#### [PROBLEM TO WORK ON]
In the records that follow, locate every line with "الشيخ" and extract it.

(Saved data entries)
↓

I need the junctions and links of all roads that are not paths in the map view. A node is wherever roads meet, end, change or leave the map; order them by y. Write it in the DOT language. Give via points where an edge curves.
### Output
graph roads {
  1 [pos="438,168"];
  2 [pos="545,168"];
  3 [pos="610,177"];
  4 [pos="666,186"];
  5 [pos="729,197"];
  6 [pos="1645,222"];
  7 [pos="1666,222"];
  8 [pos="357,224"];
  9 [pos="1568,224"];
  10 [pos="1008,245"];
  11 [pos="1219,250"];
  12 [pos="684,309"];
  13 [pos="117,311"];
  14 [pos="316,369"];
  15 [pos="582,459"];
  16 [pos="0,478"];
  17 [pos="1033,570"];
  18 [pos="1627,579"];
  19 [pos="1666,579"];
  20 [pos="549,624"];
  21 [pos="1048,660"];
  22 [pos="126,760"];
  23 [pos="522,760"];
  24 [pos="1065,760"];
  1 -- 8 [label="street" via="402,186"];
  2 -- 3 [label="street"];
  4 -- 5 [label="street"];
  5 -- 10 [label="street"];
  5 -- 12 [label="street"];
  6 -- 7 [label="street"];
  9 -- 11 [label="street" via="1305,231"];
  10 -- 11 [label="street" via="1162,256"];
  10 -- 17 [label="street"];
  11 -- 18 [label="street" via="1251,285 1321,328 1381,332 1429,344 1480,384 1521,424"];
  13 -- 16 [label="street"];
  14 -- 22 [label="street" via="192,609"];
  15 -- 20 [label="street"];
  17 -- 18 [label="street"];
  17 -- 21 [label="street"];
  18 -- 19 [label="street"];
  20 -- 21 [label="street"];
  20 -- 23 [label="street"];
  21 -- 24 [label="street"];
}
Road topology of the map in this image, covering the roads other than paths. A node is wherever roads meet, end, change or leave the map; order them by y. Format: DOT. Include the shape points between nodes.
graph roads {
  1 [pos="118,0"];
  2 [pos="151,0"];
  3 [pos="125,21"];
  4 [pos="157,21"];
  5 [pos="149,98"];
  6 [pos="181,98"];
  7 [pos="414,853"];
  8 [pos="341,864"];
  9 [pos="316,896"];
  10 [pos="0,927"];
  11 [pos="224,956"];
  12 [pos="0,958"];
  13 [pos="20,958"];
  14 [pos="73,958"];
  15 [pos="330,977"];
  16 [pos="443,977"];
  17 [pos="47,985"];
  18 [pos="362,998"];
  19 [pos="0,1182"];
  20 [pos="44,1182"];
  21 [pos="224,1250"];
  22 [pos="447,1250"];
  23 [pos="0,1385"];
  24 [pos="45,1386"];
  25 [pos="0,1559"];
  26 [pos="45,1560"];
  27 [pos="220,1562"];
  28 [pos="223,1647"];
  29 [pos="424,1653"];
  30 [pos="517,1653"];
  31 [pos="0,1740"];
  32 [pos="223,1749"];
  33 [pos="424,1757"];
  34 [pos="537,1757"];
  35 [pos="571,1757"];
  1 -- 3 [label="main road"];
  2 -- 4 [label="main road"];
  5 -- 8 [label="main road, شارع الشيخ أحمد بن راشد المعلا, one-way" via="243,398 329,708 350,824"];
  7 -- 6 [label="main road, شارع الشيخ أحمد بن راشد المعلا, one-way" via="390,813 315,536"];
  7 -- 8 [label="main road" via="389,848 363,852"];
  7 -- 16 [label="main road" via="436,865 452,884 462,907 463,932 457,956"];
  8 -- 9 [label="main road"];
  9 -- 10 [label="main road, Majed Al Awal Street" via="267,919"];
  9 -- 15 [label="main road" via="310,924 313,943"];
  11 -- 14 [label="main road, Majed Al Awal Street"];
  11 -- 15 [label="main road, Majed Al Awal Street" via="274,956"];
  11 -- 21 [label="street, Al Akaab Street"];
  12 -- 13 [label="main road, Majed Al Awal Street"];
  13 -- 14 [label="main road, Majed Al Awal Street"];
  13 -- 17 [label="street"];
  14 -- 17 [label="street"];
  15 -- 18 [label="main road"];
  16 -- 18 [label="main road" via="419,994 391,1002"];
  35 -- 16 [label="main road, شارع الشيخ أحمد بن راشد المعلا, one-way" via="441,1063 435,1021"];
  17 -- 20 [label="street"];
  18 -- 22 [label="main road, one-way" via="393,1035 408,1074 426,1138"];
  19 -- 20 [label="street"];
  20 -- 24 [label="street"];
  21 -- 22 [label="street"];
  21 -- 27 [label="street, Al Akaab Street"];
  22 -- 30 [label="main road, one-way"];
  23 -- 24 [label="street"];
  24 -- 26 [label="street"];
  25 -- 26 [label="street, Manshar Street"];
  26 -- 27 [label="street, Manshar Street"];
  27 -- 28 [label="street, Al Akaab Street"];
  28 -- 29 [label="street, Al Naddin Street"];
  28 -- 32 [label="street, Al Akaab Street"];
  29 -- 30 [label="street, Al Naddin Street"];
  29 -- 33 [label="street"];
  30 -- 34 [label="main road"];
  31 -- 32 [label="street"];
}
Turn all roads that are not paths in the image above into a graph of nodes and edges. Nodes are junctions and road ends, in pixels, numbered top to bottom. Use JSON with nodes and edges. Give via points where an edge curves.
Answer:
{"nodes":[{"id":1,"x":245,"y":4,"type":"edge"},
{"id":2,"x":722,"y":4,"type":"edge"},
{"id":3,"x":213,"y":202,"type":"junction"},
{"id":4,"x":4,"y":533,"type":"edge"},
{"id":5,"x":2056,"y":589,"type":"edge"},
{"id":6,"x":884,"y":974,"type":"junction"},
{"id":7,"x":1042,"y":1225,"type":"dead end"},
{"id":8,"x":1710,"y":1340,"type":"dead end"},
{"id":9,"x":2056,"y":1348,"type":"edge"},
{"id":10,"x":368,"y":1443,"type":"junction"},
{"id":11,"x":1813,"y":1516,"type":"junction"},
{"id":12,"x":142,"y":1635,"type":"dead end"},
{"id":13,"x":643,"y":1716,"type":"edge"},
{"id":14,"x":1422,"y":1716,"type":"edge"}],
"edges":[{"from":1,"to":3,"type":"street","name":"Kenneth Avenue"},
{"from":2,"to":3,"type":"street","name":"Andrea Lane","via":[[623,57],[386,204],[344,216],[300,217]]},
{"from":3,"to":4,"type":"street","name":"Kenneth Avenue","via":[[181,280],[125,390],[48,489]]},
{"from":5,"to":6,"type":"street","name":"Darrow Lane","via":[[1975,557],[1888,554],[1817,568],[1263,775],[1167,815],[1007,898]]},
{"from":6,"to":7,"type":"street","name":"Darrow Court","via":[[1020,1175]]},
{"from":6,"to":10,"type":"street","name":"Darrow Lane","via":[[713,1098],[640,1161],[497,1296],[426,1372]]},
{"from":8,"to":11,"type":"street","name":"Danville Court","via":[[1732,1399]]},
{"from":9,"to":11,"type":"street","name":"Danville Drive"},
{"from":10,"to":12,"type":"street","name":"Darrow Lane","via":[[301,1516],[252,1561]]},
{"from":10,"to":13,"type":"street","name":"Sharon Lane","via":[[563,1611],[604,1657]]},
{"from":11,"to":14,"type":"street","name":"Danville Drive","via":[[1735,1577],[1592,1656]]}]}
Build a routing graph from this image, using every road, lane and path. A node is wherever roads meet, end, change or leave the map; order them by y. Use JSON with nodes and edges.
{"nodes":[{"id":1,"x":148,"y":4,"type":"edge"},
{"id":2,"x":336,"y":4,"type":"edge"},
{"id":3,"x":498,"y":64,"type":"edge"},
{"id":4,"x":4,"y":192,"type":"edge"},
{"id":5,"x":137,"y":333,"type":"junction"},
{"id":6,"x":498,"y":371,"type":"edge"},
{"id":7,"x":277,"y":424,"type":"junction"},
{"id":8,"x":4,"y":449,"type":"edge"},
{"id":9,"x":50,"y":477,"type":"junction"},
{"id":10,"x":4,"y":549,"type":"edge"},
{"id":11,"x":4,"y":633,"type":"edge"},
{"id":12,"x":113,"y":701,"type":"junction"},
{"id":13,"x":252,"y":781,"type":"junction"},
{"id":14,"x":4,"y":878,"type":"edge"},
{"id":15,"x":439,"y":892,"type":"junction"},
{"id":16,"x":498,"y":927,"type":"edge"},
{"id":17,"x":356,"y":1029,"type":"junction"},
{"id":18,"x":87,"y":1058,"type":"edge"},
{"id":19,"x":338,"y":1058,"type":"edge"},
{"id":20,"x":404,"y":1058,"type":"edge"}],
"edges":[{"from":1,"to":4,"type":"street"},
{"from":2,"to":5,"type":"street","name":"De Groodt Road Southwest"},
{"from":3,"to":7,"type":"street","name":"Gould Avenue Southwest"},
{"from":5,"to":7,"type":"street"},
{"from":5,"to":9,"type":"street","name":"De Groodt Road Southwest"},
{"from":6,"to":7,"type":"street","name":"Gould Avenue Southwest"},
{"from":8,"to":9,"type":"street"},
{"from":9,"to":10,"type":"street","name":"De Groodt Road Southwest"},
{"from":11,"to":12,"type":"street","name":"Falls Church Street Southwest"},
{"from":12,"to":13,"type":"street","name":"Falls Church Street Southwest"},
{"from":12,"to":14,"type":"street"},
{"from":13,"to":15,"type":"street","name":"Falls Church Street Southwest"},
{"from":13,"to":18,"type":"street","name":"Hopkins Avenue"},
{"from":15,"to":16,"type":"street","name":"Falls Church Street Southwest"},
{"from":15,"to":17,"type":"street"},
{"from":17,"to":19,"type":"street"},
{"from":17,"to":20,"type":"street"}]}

↑

#### [RESPONSE TO THIS EXERCISE]
  5 -- 8 [label="main road, شارع الشيخ أحمد بن راشد المعلا, one-way" via="243,398 329,708 350,824"];
  7 -- 6 [label="main road, شارع الشيخ أحمد بن راشد المعلا, one-way" via="390,813 315,536"];
  35 -- 16 [label="main road, شارع الشيخ أحمد بن راشد المعلا, one-way" via="441,1063 435,1021"];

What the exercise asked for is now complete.